Cyanidin induces apoptosis and differentiation in prostate cancer cells.

Several natural antioxidants, including anthocyanins, have been reported to have chemotherapeutic activity in vivo and in vitro. The aim of the present study was to delineate the anti-proliferative activity and the cytodifferentiation properties mediated by cyanidin-3-O-β-glucopyranoside (C3G) treatment in the DU145 and LnCap human prostatic cancer cell lines. C3G produced anti-proliferative effects through activation of caspase-3 and induction of p21 protein expression. The reduced cell viability was associated with a clear increase of DNA fragmentation in both cell lines after C3G treatment. Since LnCap and DU145 exhibited differences in sensitivity to C3G treatment, the redox state of these cells was further investigated by estimating the levels of ROS and GSH. C3G antioxidant activity was confirmed only in DU145 cell line.
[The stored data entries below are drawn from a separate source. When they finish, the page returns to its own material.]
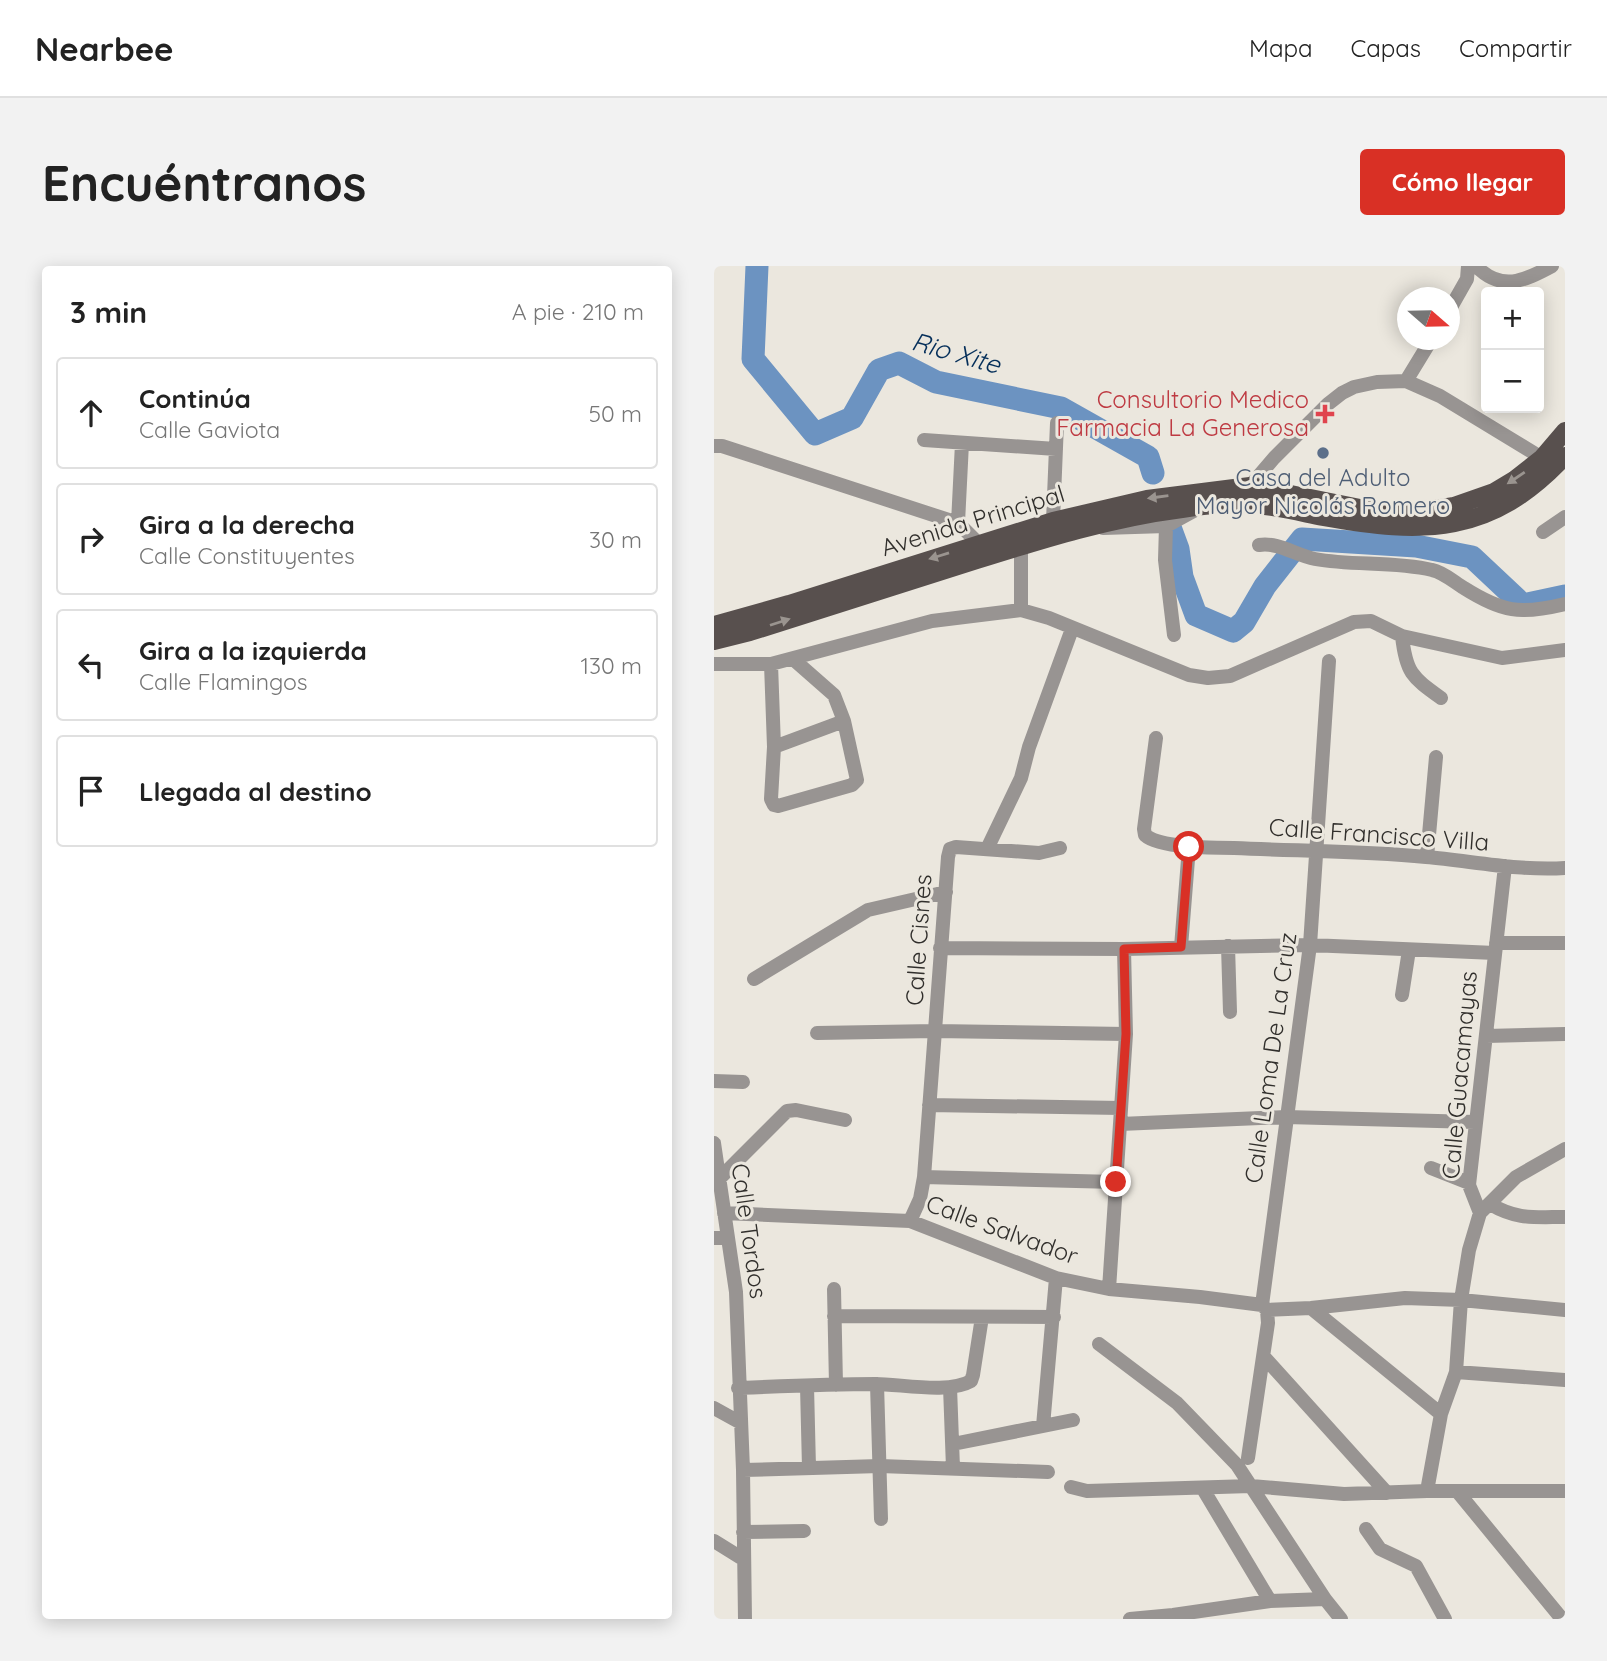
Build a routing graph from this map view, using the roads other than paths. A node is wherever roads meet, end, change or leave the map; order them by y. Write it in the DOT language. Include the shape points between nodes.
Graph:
graph roads {
  1 [pos="1468,266"];
  2 [pos="1476,266"];
  3 [pos="1503,266"];
  4 [pos="1552,266"];
  5 [pos="1497,282"];
  6 [pos="1460,291"];
  7 [pos="1425,350"];
  8 [pos="1406,381"];
  9 [pos="1057,423"];
  10 [pos="1565,431"];
  11 [pos="924,440"];
  12 [pos="961,443"];
  13 [pos="714,446"];
  14 [pos="1056,449"];
  15 [pos="1565,456"];
  16 [pos="1542,458"];
  17 [pos="1250,486"];
  18 [pos="1247,504"];
  19 [pos="1202,506"];
  20 [pos="1565,517"];
  21 [pos="1053,521"];
  22 [pos="958,523"];
  23 [pos="1166,526"];
  24 [pos="1084,527"];
  25 [pos="1543,532"];
  26 [pos="979,544"];
  27 [pos="1259,545"];
  28 [pos="1021,546"];
  29 [pos="1565,604"];
  30 [pos="1021,610"];
  31 [pos="714,625"];
  32 [pos="1072,629"];
  33 [pos="1174,635"];
  34 [pos="1402,636"];
  35 [pos="714,641"];
  36 [pos="1565,650"];
  37 [pos="793,659"];
  38 [pos="1329,661"];
  39 [pos="714,664"];
  40 [pos="771,664"];
  41 [pos="1441,698"];
  42 [pos="844,721"];
  43 [pos="1156,738"];
  44 [pos="774,747"];
  45 [pos="1436,757"];
  46 [pos="1189,847"];
  47 [pos="1060,848"];
  48 [pos="987,849"];
  49 [pos="1316,851"];
  50 [pos="1427,857"];
  51 [pos="1505,866"];
  52 [pos="1565,868"];
  53 [pos="946,892"];
  54 [pos="1565,943"];
  55 [pos="1310,945"];
  56 [pos="1228,946"];
  57 [pos="1181,947"];
  58 [pos="940,948"];
  59 [pos="1495,948"];
  60 [pos="1124,949"];
  61 [pos="1409,950"];
  62 [pos="754,979"];
  63 [pos="1402,995"];
  64 [pos="1230,1012"];
  65 [pos="935,1031"];
  66 [pos="817,1032"];
  67 [pos="1126,1034"];
  68 [pos="1565,1034"];
  69 [pos="1486,1036"];
  70 [pos="714,1081"];
  71 [pos="743,1082"];
  72 [pos="929,1105"];
  73 [pos="1121,1108"];
  74 [pos="1286,1117"];
  75 [pos="845,1120"];
  76 [pos="1475,1122"];
  77 [pos="1120,1124"];
  78 [pos="714,1143"];
  79 [pos="1565,1149"];
  80 [pos="1431,1168"];
  81 [pos="923,1177"];
  82 [pos="719,1179"];
  83 [pos="1116,1182"];
  84 [pos="1469,1182"];
  85 [pos="1485,1208"];
  86 [pos="724,1213"];
  87 [pos="1565,1217"];
  88 [pos="911,1221"];
  89 [pos="721,1238"];
  90 [pos="1056,1278"];
  91 [pos="834,1289"];
  92 [pos="1109,1289"];
  93 [pos="1461,1300"];
  94 [pos="1264,1308"];
  95 [pos="1311,1308"];
  96 [pos="1565,1310"];
  97 [pos="834,1317"];
  98 [pos="982,1317"];
  99 [pos="1054,1317"];
  100 [pos="1099,1344"];
  101 [pos="1265,1358"];
  102 [pos="1455,1372"];
  103 [pos="1565,1380"];
  104 [pos="877,1384"];
  105 [pos="836,1385"];
  106 [pos="807,1386"];
  107 [pos="950,1387"];
  108 [pos="738,1388"];
  109 [pos="714,1408"];
  110 [pos="1441,1414"];
  111 [pos="1073,1420"];
  112 [pos="740,1423"];
  113 [pos="1043,1426"];
  114 [pos="953,1444"];
  115 [pos="1248,1458"];
  116 [pos="880,1466"];
  117 [pos="809,1468"];
  118 [pos="953,1468"];
  119 [pos="743,1470"];
  120 [pos="1048,1472"];
  121 [pos="1251,1486"];
  122 [pos="1071,1488"];
  123 [pos="1203,1489"];
  124 [pos="1427,1491"];
  125 [pos="1457,1491"];
  126 [pos="1565,1491"];
  127 [pos="1387,1493"];
  128 [pos="881,1519"];
  129 [pos="1366,1529"];
  130 [pos="804,1531"];
  131 [pos="743,1532"];
  132 [pos="714,1541"];
  133 [pos="743,1559"];
  134 [pos="1325,1599"];
  135 [pos="1270,1601"];
  136 [pos="1172,1617"];
  137 [pos="745,1619"];
  138 [pos="1130,1619"];
  139 [pos="1341,1619"];
  140 [pos="1445,1619"];
  141 [pos="1562,1619"];
  1 -- 6 [label="street"];
  2 -- 5 [label="street"];
  3 -- 5 [label="street"];
  4 -- 5 [label="street" via="1514,282"];
  7 -- 8 [label="street"];
  8 -- 16 [label="street" via="1440,396"];
  8 -- 17 [label="street" via="1364,384 1342,393"];
  9 -- 14 [label="street"];
  10 -- 16 [label="main road, Avenida Principal"];
  11 -- 12 [label="street"];
  12 -- 14 [label="street"];
  12 -- 22 [label="street"];
  13 -- 22 [label="street"];
  14 -- 21 [label="street"];
  15 -- 18 [label="main road, Avenida Principal" via="1524,493 1494,510 1452,524 1377,526"];
  16 -- 17 [label="main road, Avenida Principal, one-way" via="1494,492 1454,506 1416,512 1375,511"];
  17 -- 18 [label="street"];
  17 -- 21 [label="main road, Avenida Principal, one-way" via="1147,499"];
  18 -- 19 [label="main road, Avenida Principal"];
  19 -- 23 [label="street"];
  19 -- 24 [label="main road, Avenida Principal"];
  20 -- 25 [label="street"];
  21 -- 26 [label="main road, Avenida Principal"];
  22 -- 26 [label="street"];
  23 -- 24 [label="street"];
  23 -- 33 [label="street"];
  24 -- 28 [label="main road, Avenida Principal"];
  26 -- 31 [label="main road, Avenida Principal, one-way"];
  27 -- 29 [label="street" via="1269,543 1324,560 1437,571 1496,607 1513,610"];
  28 -- 30 [label="street"];
  35 -- 28 [label="main road, Avenida Principal, one-way"];
  30 -- 32 [label="street"];
  30 -- 37 [label="street" via="932,621"];
  32 -- 34 [label="street" via="1189,675 1208,678 1230,676 1354,622 1371,621"];
  32 -- 48 [label="street" via="1021,778"];
  34 -- 36 [label="street" via="1502,658"];
  34 -- 41 [label="street" via="1405,659 1415,678"];
  37 -- 40 [label="street"];
  37 -- 42 [label="street" via="834,695"];
  38 -- 49 [label="street, Calle Loma De La Cruz"];
  39 -- 40 [label="street"];
  40 -- 44 [label="street"];
  42 -- 44 [label="street"];
  42 -- 44 [label="street" via="857,780 852,785 774,805"];
  43 -- 46 [label="street, Calle Francisco Villa" via="1145,835"];
  45 -- 50 [label="street"];
  46 -- 49 [label="street, Calle Francisco Villa"];
  46 -- 57 [label="street"];
  47 -- 48 [label="street" via="1040,853"];
  48 -- 53 [label="street, Calle Cisnes" via="950,849"];
  49 -- 50 [label="street, Calle Francisco Villa"];
  49 -- 55 [label="street, Calle Loma De La Cruz"];
  50 -- 51 [label="street, Calle Francisco Villa"];
  51 -- 52 [label="street, Calle Francisco Villa"];
  51 -- 59 [label="street, Calle Guacamayas"];
  53 -- 58 [label="street, Calle Cisnes"];
  53 -- 62 [label="street" via="869,910"];
  54 -- 59 [label="street"];
  55 -- 56 [label="street"];
  55 -- 61 [label="street"];
  55 -- 74 [label="street, Calle Loma De La Cruz"];
  56 -- 57 [label="street"];
  56 -- 64 [label="street"];
  57 -- 60 [label="street"];
  58 -- 60 [label="street"];
  58 -- 65 [label="street, Calle Cisnes"];
  59 -- 61 [label="street"];
  59 -- 69 [label="street, Calle Guacamayas"];
  60 -- 67 [label="street"];
  61 -- 63 [label="street"];
  65 -- 66 [label="street"];
  65 -- 67 [label="street"];
  65 -- 72 [label="street, Calle Cisnes"];
  67 -- 73 [label="street"];
  68 -- 69 [label="street"];
  69 -- 76 [label="street, Calle Guacamayas"];
  70 -- 71 [label="street"];
  72 -- 73 [label="street"];
  72 -- 81 [label="street, Calle Cisnes"];
  73 -- 77 [label="street"];
  74 -- 76 [label="street"];
  74 -- 77 [label="street"];
  74 -- 94 [label="street, Calle Loma De La Cruz"];
  75 -- 82 [label="street" via="787,1111"];
  76 -- 84 [label="street, Calle Guacamayas"];
  77 -- 83 [label="street"];
  78 -- 82 [label="street, Calle Tordos"];
  79 -- 85 [label="street" via="1516,1177"];
  80 -- 84 [label="street"];
  81 -- 83 [label="street"];
  81 -- 88 [label="street, Calle Cisnes"];
  82 -- 86 [label="street, Calle Tordos"];
  83 -- 92 [label="street"];
  84 -- 85 [label="street, Calle Guacamayas"];
  85 -- 87 [label="street" via="1522,1218"];
  85 -- 93 [label="street, Calle Guacamayas" via="1469,1250"];
  86 -- 88 [label="street, Calle Salvador"];
  86 -- 89 [label="street, Calle Tordos"];
  88 -- 90 [label="street, Calle Salvador"];
  89 -- 108 [label="street, Calle Tordos" via="736,1292"];
  90 -- 92 [label="street, Calle Salvador"];
  90 -- 99 [label="street"];
  91 -- 97 [label="street"];
  92 -- 94 [label="street, Calle Salvador"];
  93 -- 95 [label="street, Calle Salvador" via="1381,1299"];
  93 -- 96 [label="street, Calle Salvador"];
  93 -- 102 [label="street, Calle Guacamayas"];
  94 -- 95 [label="street, Calle Salvador"];
  94 -- 101 [label="street, Calle Loma De La Cruz" via="1268,1323"];
  95 -- 110 [label="street"];
  97 -- 98 [label="street"];
  97 -- 105 [label="street"];
  98 -- 99 [label="street"];
  98 -- 107 [label="street" via="971,1381"];
  99 -- 113 [label="street"];
  100 -- 121 [label="street" via="1177,1403 1237,1465"];
  101 -- 115 [label="street, Calle Loma De La Cruz"];
  101 -- 127 [label="street"];
  102 -- 103 [label="street"];
  102 -- 110 [label="street, Calle Guacamayas"];
  104 -- 105 [label="street"];
  104 -- 107 [label="street"];
  104 -- 116 [label="street"];
  105 -- 106 [label="street"];
  106 -- 108 [label="street"];
  106 -- 117 [label="street"];
  107 -- 114 [label="street"];
  108 -- 112 [label="street, Calle Tordos"];
  109 -- 112 [label="street"];
  110 -- 124 [label="street, Calle Guacamayas"];
  111 -- 113 [label="street"];
  112 -- 119 [label="street, Calle Tordos"];
  113 -- 114 [label="street"];
  114 -- 118 [label="street"];
  116 -- 117 [label="street"];
  116 -- 118 [label="street"];
  116 -- 128 [label="street"];
  117 -- 119 [label="street"];
  118 -- 120 [label="street"];
  119 -- 131 [label="street, Calle Tordos"];
  121 -- 123 [label="street"];
  121 -- 127 [label="street"];
  121 -- 134 [label="street"];
  122 -- 123 [label="street"];
  123 -- 135 [label="street"];
  124 -- 125 [label="street"];
  124 -- 127 [label="street"];
  125 -- 126 [label="street"];
  125 -- 141 [label="street"];
  129 -- 140 [label="street" via="1380,1549 1416,1566"];
  130 -- 131 [label="street"];
  131 -- 133 [label="street, Calle Tordos"];
  132 -- 133 [label="street"];
  133 -- 137 [label="street, Calle Tordos"];
  134 -- 135 [label="street"];
  134 -- 139 [label="street"];
  135 -- 136 [label="street"];
  136 -- 138 [label="street"];
}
Treatment with C3G increased the levels of tumor suppressor P75NGFR, indicating a possible role of C3G in the acquisition of a normal-like cell phenotype. Results reported in the present study demonstrate that C3G, the most abundant anthocyanin in diet, may represent a new approach and highly effective strategy in reducing carcinogenesis. C3G may be considered a new therapeutic agent with both anti-proliferative and pro-differentiation properties.